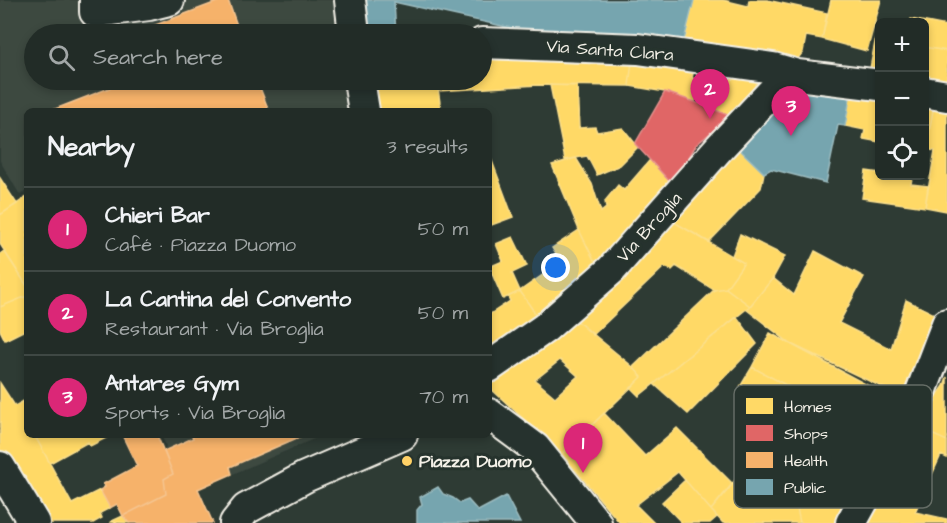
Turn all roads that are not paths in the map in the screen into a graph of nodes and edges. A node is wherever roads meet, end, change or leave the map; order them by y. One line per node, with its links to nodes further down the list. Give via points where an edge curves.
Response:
1 (95, 0): 2 (street, via 95,12)
2 (169, 0)
3 (350, 0): 4 (street)
4 (353, 24)
5 (492, 43): 6 (street, Via Santa Clara, via 638,49 773,68)
6 (797, 75): 7 (street, Via Santa Clara); 13 (street, Via Broglia, via 763,101 603,277 544,328)
7 (875, 85)
8 (361, 90): 11 (street)
9 (929, 93): 10 (street)
10 (947, 96)
11 (364, 108)
12 (947, 324): 14 (street)
13 (492, 365)
14 (924, 385)
15 (492, 416): 21 (street, via 535,448)
16 (395, 438): 20 (street, via 305,477 246,510)
17 (0, 468): 19 (street)
18 (859, 508): 22 (street)
19 (34, 523)
20 (235, 523)
21 (596, 523)
22 (851, 523)

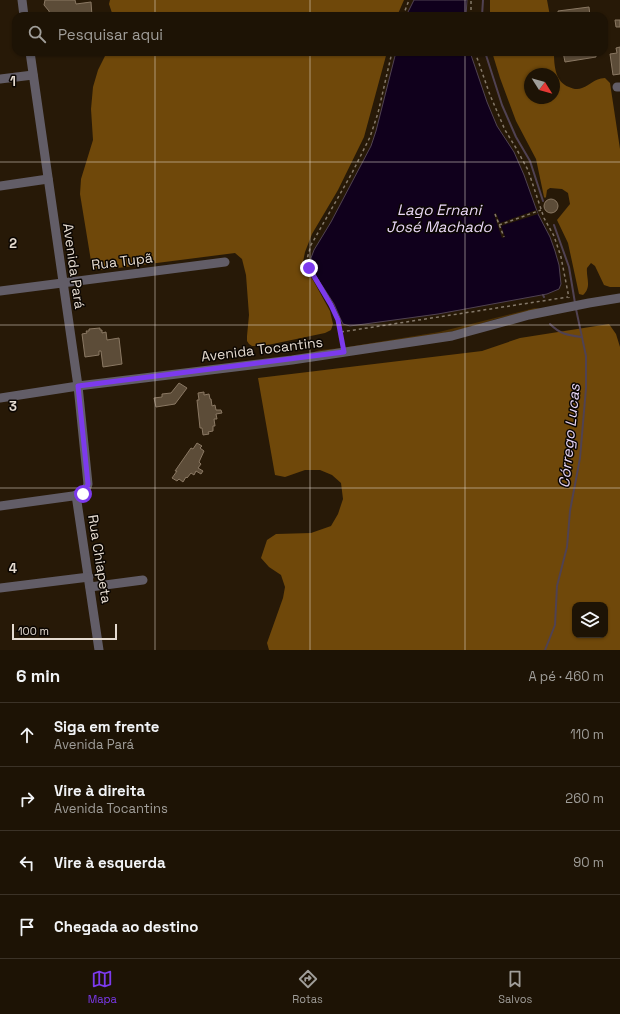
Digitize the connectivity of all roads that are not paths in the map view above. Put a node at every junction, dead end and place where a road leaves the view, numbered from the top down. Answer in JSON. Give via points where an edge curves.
{"nodes":[{"id":1,"x":22,"y":0,"type":"edge"},
{"id":2,"x":24,"y":12,"type":"edge"},
{"id":3,"x":31,"y":56,"type":"edge"},
{"id":4,"x":33,"y":75,"type":"junction"},
{"id":5,"x":0,"y":79,"type":"edge"},
{"id":6,"x":48,"y":178,"type":"junction"},
{"id":7,"x":0,"y":186,"type":"edge"},
{"id":8,"x":225,"y":262,"type":"dead end"},
{"id":9,"x":62,"y":282,"type":"junction"},
{"id":10,"x":0,"y":291,"type":"edge"},
{"id":11,"x":620,"y":298,"type":"edge"},
{"id":12,"x":78,"y":386,"type":"junction"},
{"id":13,"x":0,"y":398,"type":"edge"},
{"id":14,"x":76,"y":496,"type":"junction"},
{"id":15,"x":0,"y":506,"type":"edge"},
{"id":16,"x":89,"y":577,"type":"junction"},
{"id":17,"x":143,"y":580,"type":"dead end"},
{"id":18,"x":90,"y":587,"type":"junction"},
{"id":19,"x":0,"y":588,"type":"edge"},
{"id":20,"x":100,"y":650,"type":"edge"}],
"edges":[{"from":1,"to":2,"type":"street"},
{"from":3,"to":4,"type":"street","name":"Avenida Pará"},
{"from":4,"to":5,"type":"street"},
{"from":4,"to":6,"type":"street","name":"Avenida Pará"},
{"from":6,"to":7,"type":"street"},
{"from":6,"to":9,"type":"street","name":"Avenida Pará"},
{"from":8,"to":9,"type":"street","name":"Rua Tupã"},
{"from":9,"to":10,"type":"street","name":"Rua Tupã"},
{"from":9,"to":12,"type":"street","name":"Avenida Pará"},
{"from":11,"to":12,"type":"street","name":"Avenida Tocantins","via":[[529,315],[452,336]]},
{"from":12,"to":13,"type":"street","name":"Avenida Tocantins"},
{"from":12,"to":14,"type":"street","name":"Avenida Pará","via":[[88,484],[85,492]]},
{"from":14,"to":15,"type":"street"},
{"from":14,"to":16,"type":"street","name":"Rua Chiapeta"},
{"from":16,"to":18,"type":"street","name":"Rua Chiapeta"},
{"from":16,"to":19,"type":"street"},
{"from":17,"to":18,"type":"street"},
{"from":18,"to":20,"type":"street","name":"Rua Chiapeta"}]}
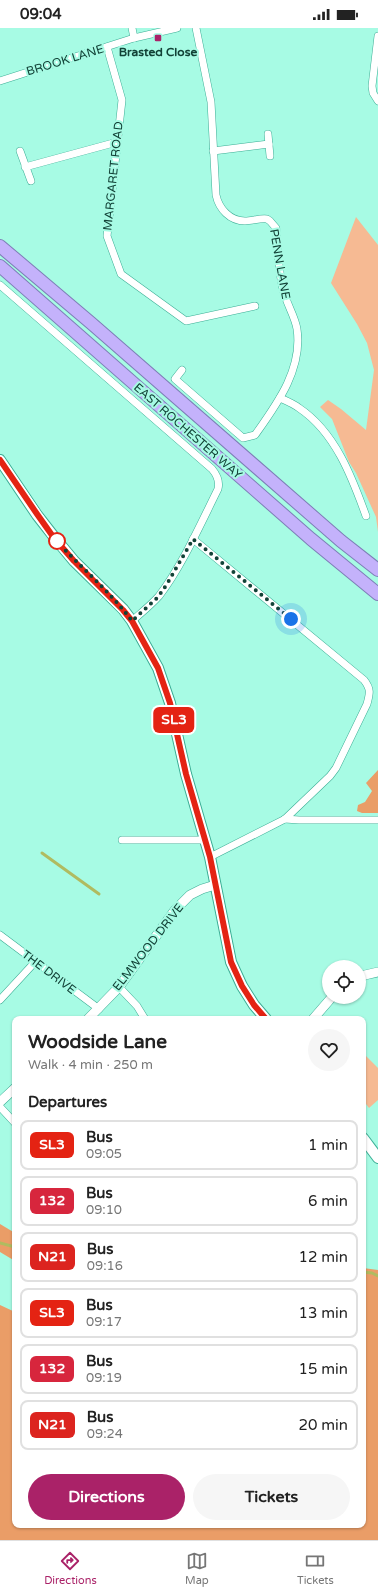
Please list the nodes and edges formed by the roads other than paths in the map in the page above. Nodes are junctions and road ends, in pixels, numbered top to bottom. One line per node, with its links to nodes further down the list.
1 (132, 28): 5 (street)
2 (177, 28): 5 (street, BROOK LANE)
3 (196, 28): 13 (street)
4 (378, 36): 8 (street)
5 (134, 38): 6 (street, BROOK LANE)
6 (107, 47): 7 (street, BROOK LANE); 10 (street, MARGARET ROAD)
7 (0, 81)
8 (378, 101)
9 (268, 134): 11 (street)
10 (117, 142): 15 (street); 22 (street, MARGARET ROAD)
11 (269, 144): 13 (street); 14 (street)
12 (20, 151): 15 (street)
13 (214, 151): 24 (street, PENN LANE)
14 (270, 156)
15 (25, 167): 16 (street)
16 (31, 181)
17 (0, 237): 20 (highway)
18 (0, 246): 20 (highway)
19 (0, 266): 29 (highway, EAST ROCHESTER WAY)
20 (32, 274): 28 (highway, EAST ROCHESTER WAY)
21 (0, 285): 27 (street)
22 (255, 306)
23 (182, 370): 24 (street, PENN LANE)
24 (280, 398): 26 (street)
25 (0, 460): 30 (main road)
26 (366, 516)
27 (193, 539): 30 (street); 31 (street)
28 (378, 570)
29 (378, 594)
30 (132, 621): 34 (main road)
31 (285, 818): 32 (street); 35 (street)
32 (378, 820)
33 (122, 840): 34 (street)
34 (206, 840): 35 (main road)
35 (210, 857): 36 (main road)
36 (215, 885): 41 (street, ELMWOOD DRIVE); 47 (main road)
37 (0, 936): 38 (street, THE DRIVE)
38 (35, 962): 42 (street); 44 (street, THE DRIVE)
39 (378, 972): 40 (street)
40 (366, 975)
41 (120, 987): 44 (street, ELMWOOD DRIVE); 46 (street)
42 (0, 1000)
43 (326, 1004): 48 (street)
44 (99, 1009): 45 (street, ELMWOOD DRIVE)
45 (91, 1016)
46 (143, 1016)
47 (263, 1016)
48 (316, 1016)
49 (12, 1091): 50 (street)
50 (0, 1102)
51 (0, 1107): 52 (street)
52 (12, 1120)
53 (366, 1142): 54 (main road)
54 (378, 1158)

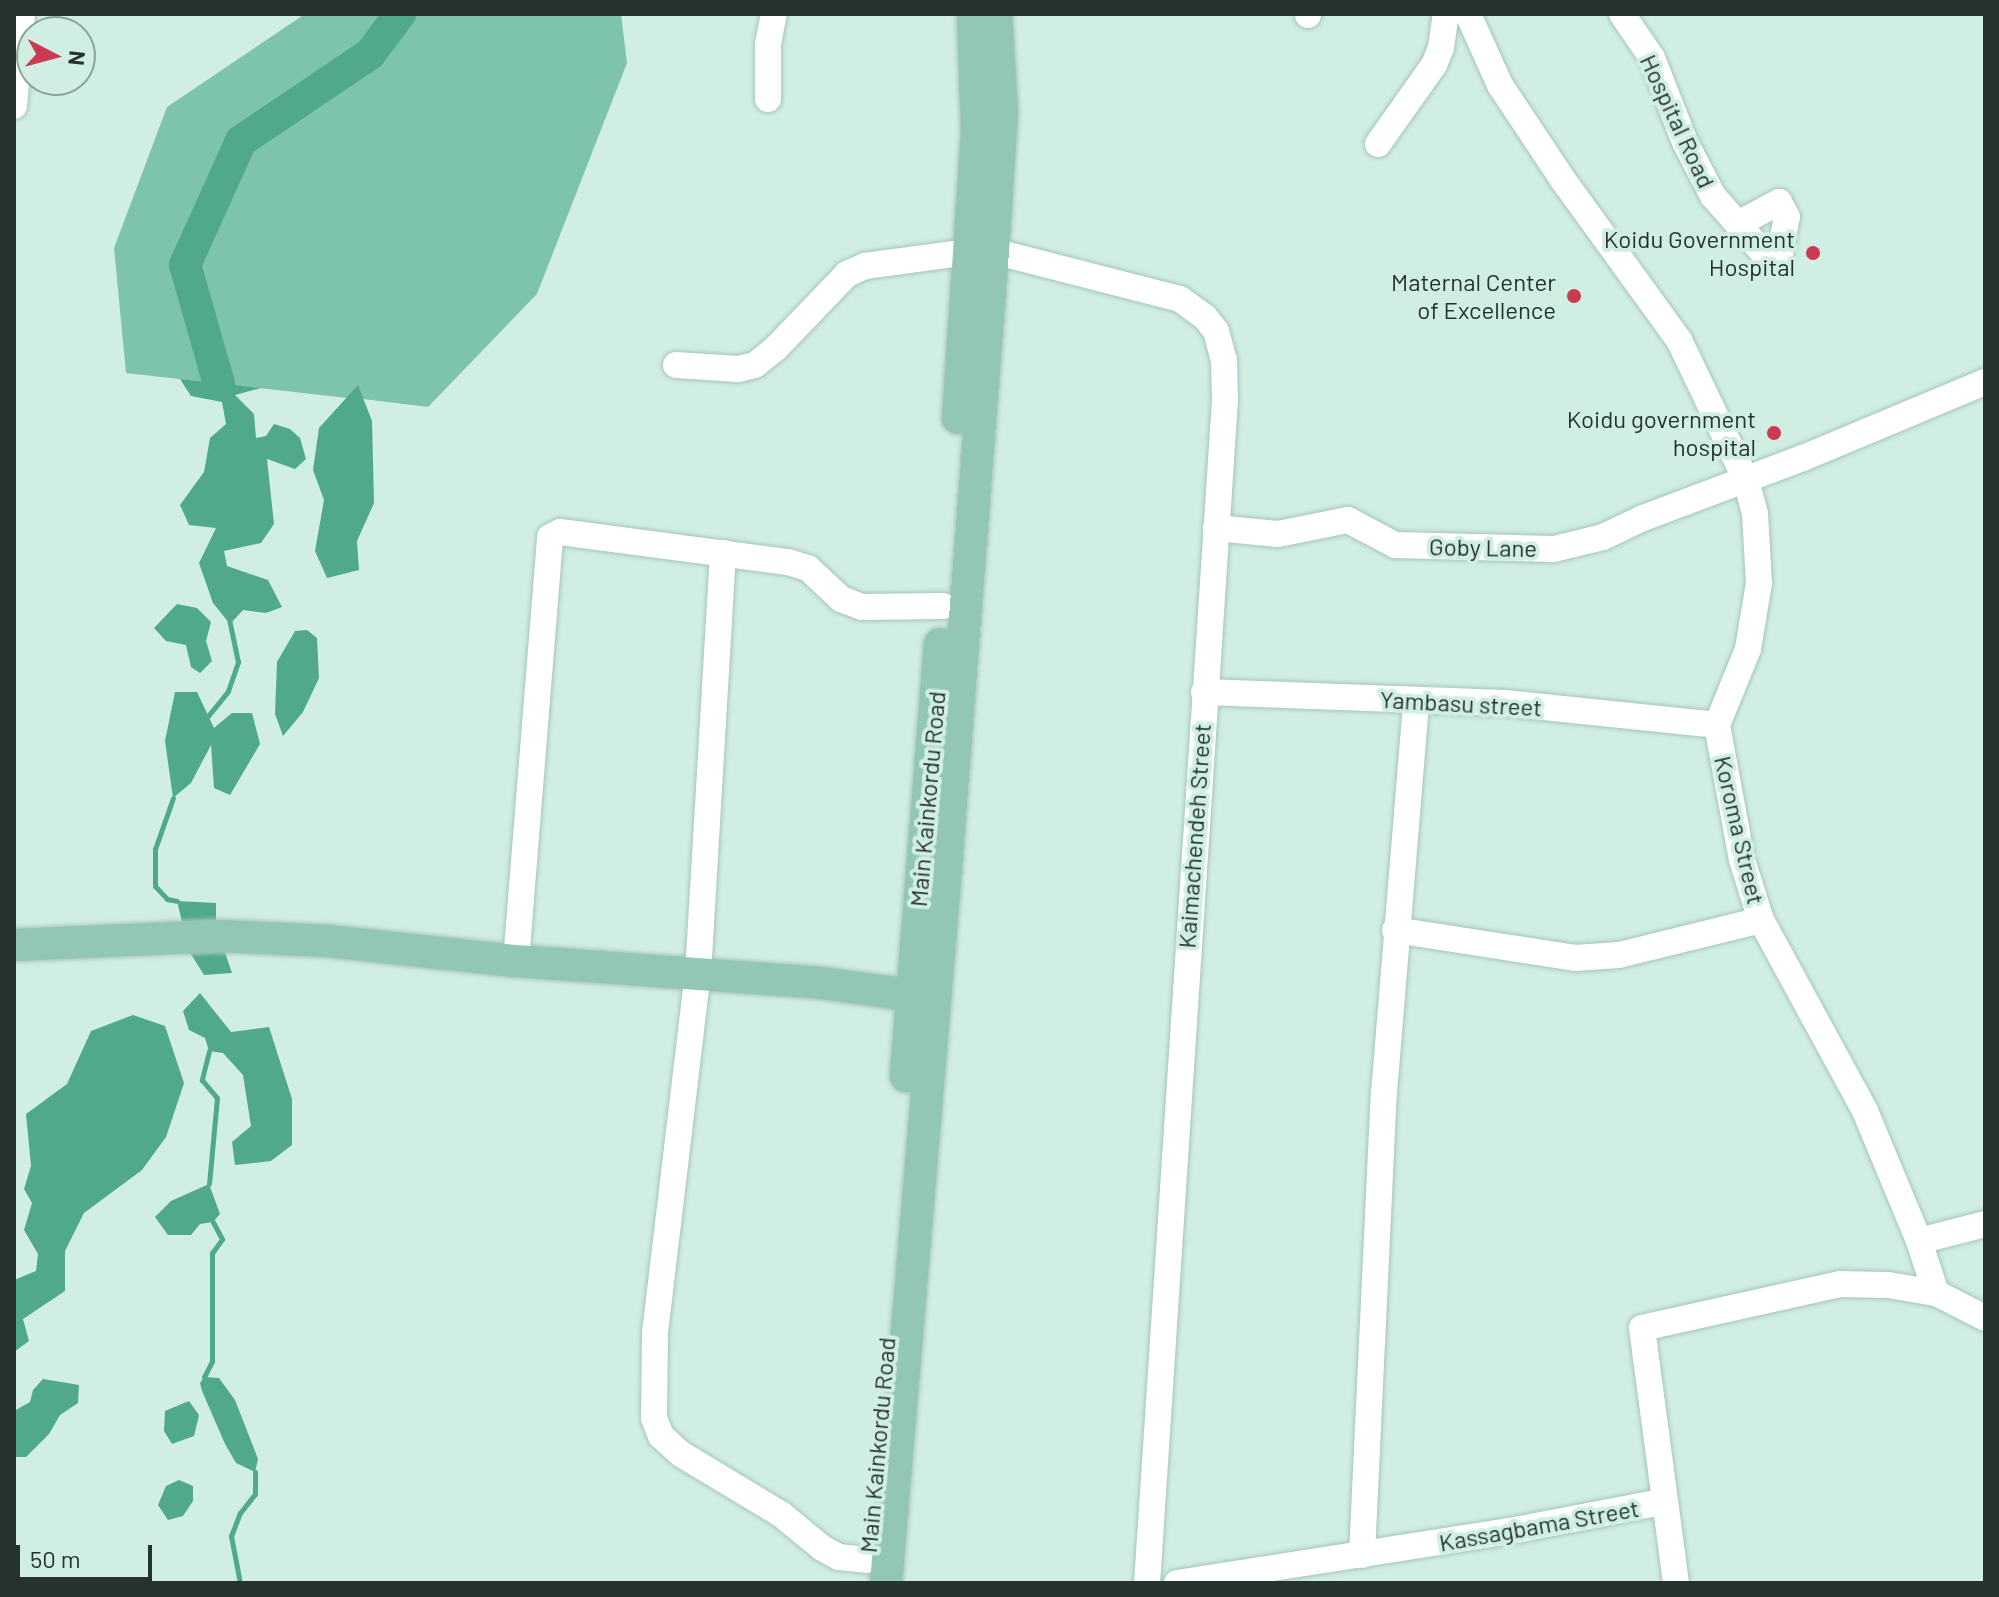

--- DIRECTIONS FOR THIS TASK ---
Copy out all the data exactly; skip the pictures.

--- TASK OUTPUT ---
Turn all roads that are not paths in the map in the screen into a graph of nodes and edges. A node is wherever roads meet, end, change or leave the map; order them by y. One line per node, with its links to nodes further down the list. Give via points where an edge curves.
Response:
1 (95, 0): 2 (street, via 95,12)
2 (169, 0)
3 (350, 0): 4 (street)
4 (353, 24)
5 (492, 43): 6 (street, Via Santa Clara, via 638,49 773,68)
6 (797, 75): 7 (street, Via Santa Clara); 13 (street, Via Broglia, via 763,101 603,277 544,328)
7 (875, 85)
8 (361, 90): 11 (street)
9 (929, 93): 10 (street)
10 (947, 96)
11 (364, 108)
12 (947, 324): 14 (street)
13 (492, 365)
14 (924, 385)
15 (492, 416): 21 (street, via 535,448)
16 (395, 438): 20 (street, via 305,477 246,510)
17 (0, 468): 19 (street)
18 (859, 508): 22 (street)
19 (34, 523)
20 (235, 523)
21 (596, 523)
22 (851, 523)

Digitize the connectivity of all roads that are not paths in the map view above. Put a node at every junction, dead end and place where a road leaves the view, numbered from the top down. Answer in JSON. Give via points where an edge curves.
{"nodes":[{"id":1,"x":22,"y":0,"type":"edge"},
{"id":2,"x":24,"y":12,"type":"edge"},
{"id":3,"x":31,"y":56,"type":"edge"},
{"id":4,"x":33,"y":75,"type":"junction"},
{"id":5,"x":0,"y":79,"type":"edge"},
{"id":6,"x":48,"y":178,"type":"junction"},
{"id":7,"x":0,"y":186,"type":"edge"},
{"id":8,"x":225,"y":262,"type":"dead end"},
{"id":9,"x":62,"y":282,"type":"junction"},
{"id":10,"x":0,"y":291,"type":"edge"},
{"id":11,"x":620,"y":298,"type":"edge"},
{"id":12,"x":78,"y":386,"type":"junction"},
{"id":13,"x":0,"y":398,"type":"edge"},
{"id":14,"x":76,"y":496,"type":"junction"},
{"id":15,"x":0,"y":506,"type":"edge"},
{"id":16,"x":89,"y":577,"type":"junction"},
{"id":17,"x":143,"y":580,"type":"dead end"},
{"id":18,"x":90,"y":587,"type":"junction"},
{"id":19,"x":0,"y":588,"type":"edge"},
{"id":20,"x":100,"y":650,"type":"edge"}],
"edges":[{"from":1,"to":2,"type":"street"},
{"from":3,"to":4,"type":"street","name":"Avenida Pará"},
{"from":4,"to":5,"type":"street"},
{"from":4,"to":6,"type":"street","name":"Avenida Pará"},
{"from":6,"to":7,"type":"street"},
{"from":6,"to":9,"type":"street","name":"Avenida Pará"},
{"from":8,"to":9,"type":"street","name":"Rua Tupã"},
{"from":9,"to":10,"type":"street","name":"Rua Tupã"},
{"from":9,"to":12,"type":"street","name":"Avenida Pará"},
{"from":11,"to":12,"type":"street","name":"Avenida Tocantins","via":[[529,315],[452,336]]},
{"from":12,"to":13,"type":"street","name":"Avenida Tocantins"},
{"from":12,"to":14,"type":"street","name":"Avenida Pará","via":[[88,484],[85,492]]},
{"from":14,"to":15,"type":"street"},
{"from":14,"to":16,"type":"street","name":"Rua Chiapeta"},
{"from":16,"to":18,"type":"street","name":"Rua Chiapeta"},
{"from":16,"to":19,"type":"street"},
{"from":17,"to":18,"type":"street"},
{"from":18,"to":20,"type":"street","name":"Rua Chiapeta"}]}
Please list the nodes and edges formed by the roads other than paths in the map in the page above. Nodes are junctions and road ends, in pixels, numbered top to bottom. One line per node, with its links to nodes further down the list.
1 (132, 28): 5 (street)
2 (177, 28): 5 (street, BROOK LANE)
3 (196, 28): 13 (street)
4 (378, 36): 8 (street)
5 (134, 38): 6 (street, BROOK LANE)
6 (107, 47): 7 (street, BROOK LANE); 10 (street, MARGARET ROAD)
7 (0, 81)
8 (378, 101)
9 (268, 134): 11 (street)
10 (117, 142): 15 (street); 22 (street, MARGARET ROAD)
11 (269, 144): 13 (street); 14 (street)
12 (20, 151): 15 (street)
13 (214, 151): 24 (street, PENN LANE)
14 (270, 156)
15 (25, 167): 16 (street)
16 (31, 181)
17 (0, 237): 20 (highway)
18 (0, 246): 20 (highway)
19 (0, 266): 29 (highway, EAST ROCHESTER WAY)
20 (32, 274): 28 (highway, EAST ROCHESTER WAY)
21 (0, 285): 27 (street)
22 (255, 306)
23 (182, 370): 24 (street, PENN LANE)
24 (280, 398): 26 (street)
25 (0, 460): 30 (main road)
26 (366, 516)
27 (193, 539): 30 (street); 31 (street)
28 (378, 570)
29 (378, 594)
30 (132, 621): 34 (main road)
31 (285, 818): 32 (street); 35 (street)
32 (378, 820)
33 (122, 840): 34 (street)
34 (206, 840): 35 (main road)
35 (210, 857): 36 (main road)
36 (215, 885): 41 (street, ELMWOOD DRIVE); 47 (main road)
37 (0, 936): 38 (street, THE DRIVE)
38 (35, 962): 42 (street); 44 (street, THE DRIVE)
39 (378, 972): 40 (street)
40 (366, 975)
41 (120, 987): 44 (street, ELMWOOD DRIVE); 46 (street)
42 (0, 1000)
43 (326, 1004): 48 (street)
44 (99, 1009): 45 (street, ELMWOOD DRIVE)
45 (91, 1016)
46 (143, 1016)
47 (263, 1016)
48 (316, 1016)
49 (12, 1091): 50 (street)
50 (0, 1102)
51 (0, 1107): 52 (street)
52 (12, 1120)
53 (366, 1142): 54 (main road)
54 (378, 1158)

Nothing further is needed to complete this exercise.